Start of Exercise material
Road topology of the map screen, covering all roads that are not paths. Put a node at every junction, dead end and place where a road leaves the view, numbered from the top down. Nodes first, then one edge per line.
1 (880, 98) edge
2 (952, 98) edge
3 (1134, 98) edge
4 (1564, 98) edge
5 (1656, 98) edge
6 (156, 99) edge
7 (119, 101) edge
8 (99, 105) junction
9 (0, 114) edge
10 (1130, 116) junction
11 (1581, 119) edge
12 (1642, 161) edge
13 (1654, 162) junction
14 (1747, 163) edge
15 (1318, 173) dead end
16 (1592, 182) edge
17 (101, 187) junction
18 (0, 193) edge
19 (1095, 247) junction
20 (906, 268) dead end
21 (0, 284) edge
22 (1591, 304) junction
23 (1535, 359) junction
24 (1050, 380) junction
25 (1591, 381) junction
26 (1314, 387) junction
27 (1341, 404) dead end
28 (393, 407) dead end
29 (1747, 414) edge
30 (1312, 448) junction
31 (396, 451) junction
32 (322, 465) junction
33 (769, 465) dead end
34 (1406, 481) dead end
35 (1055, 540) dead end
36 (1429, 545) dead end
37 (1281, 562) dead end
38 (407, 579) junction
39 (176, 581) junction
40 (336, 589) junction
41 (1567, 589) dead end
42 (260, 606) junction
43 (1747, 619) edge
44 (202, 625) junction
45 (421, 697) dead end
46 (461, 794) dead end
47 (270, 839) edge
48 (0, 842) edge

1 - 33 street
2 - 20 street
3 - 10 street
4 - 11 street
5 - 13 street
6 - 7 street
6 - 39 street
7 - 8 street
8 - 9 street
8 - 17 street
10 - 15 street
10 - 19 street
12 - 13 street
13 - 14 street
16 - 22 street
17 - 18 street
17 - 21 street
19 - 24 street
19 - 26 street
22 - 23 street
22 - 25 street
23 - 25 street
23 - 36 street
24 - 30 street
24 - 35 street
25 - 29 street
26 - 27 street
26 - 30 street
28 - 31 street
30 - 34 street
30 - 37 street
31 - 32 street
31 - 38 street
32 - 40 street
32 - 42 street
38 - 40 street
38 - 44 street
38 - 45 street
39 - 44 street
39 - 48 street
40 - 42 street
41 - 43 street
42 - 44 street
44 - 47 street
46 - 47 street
End of Exercise material
## Instructions to follow
Copy the entries above exactly, leaving none out.

## Written answer
Road topology of the map screen, covering all roads that are not paths. Put a node at every junction, dead end and place where a road leaves the view, numbered from the top down. Nodes first, then one edge per line.
1 (880, 98) edge
2 (952, 98) edge
3 (1134, 98) edge
4 (1564, 98) edge
5 (1656, 98) edge
6 (156, 99) edge
7 (119, 101) edge
8 (99, 105) junction
9 (0, 114) edge
10 (1130, 116) junction
11 (1581, 119) edge
12 (1642, 161) edge
13 (1654, 162) junction
14 (1747, 163) edge
15 (1318, 173) dead end
16 (1592, 182) edge
17 (101, 187) junction
18 (0, 193) edge
19 (1095, 247) junction
20 (906, 268) dead end
21 (0, 284) edge
22 (1591, 304) junction
23 (1535, 359) junction
24 (1050, 380) junction
25 (1591, 381) junction
26 (1314, 387) junction
27 (1341, 404) dead end
28 (393, 407) dead end
29 (1747, 414) edge
30 (1312, 448) junction
31 (396, 451) junction
32 (322, 465) junction
33 (769, 465) dead end
34 (1406, 481) dead end
35 (1055, 540) dead end
36 (1429, 545) dead end
37 (1281, 562) dead end
38 (407, 579) junction
39 (176, 581) junction
40 (336, 589) junction
41 (1567, 589) dead end
42 (260, 606) junction
43 (1747, 619) edge
44 (202, 625) junction
45 (421, 697) dead end
46 (461, 794) dead end
47 (270, 839) edge
48 (0, 842) edge

1 - 33 street
2 - 20 street
3 - 10 street
4 - 11 street
5 - 13 street
6 - 7 street
6 - 39 street
7 - 8 street
8 - 9 street
8 - 17 street
10 - 15 street
10 - 19 street
12 - 13 street
13 - 14 street
16 - 22 street
17 - 18 street
17 - 21 street
19 - 24 street
19 - 26 street
22 - 23 street
22 - 25 street
23 - 25 street
23 - 36 street
24 - 30 street
24 - 35 street
25 - 29 street
26 - 27 street
26 - 30 street
28 - 31 street
30 - 34 street
30 - 37 street
31 - 32 street
31 - 38 street
32 - 40 street
32 - 42 street
38 - 40 street
38 - 44 street
38 - 45 street
39 - 44 street
39 - 48 street
40 - 42 street
41 - 43 street
42 - 44 street
44 - 47 street
46 - 47 street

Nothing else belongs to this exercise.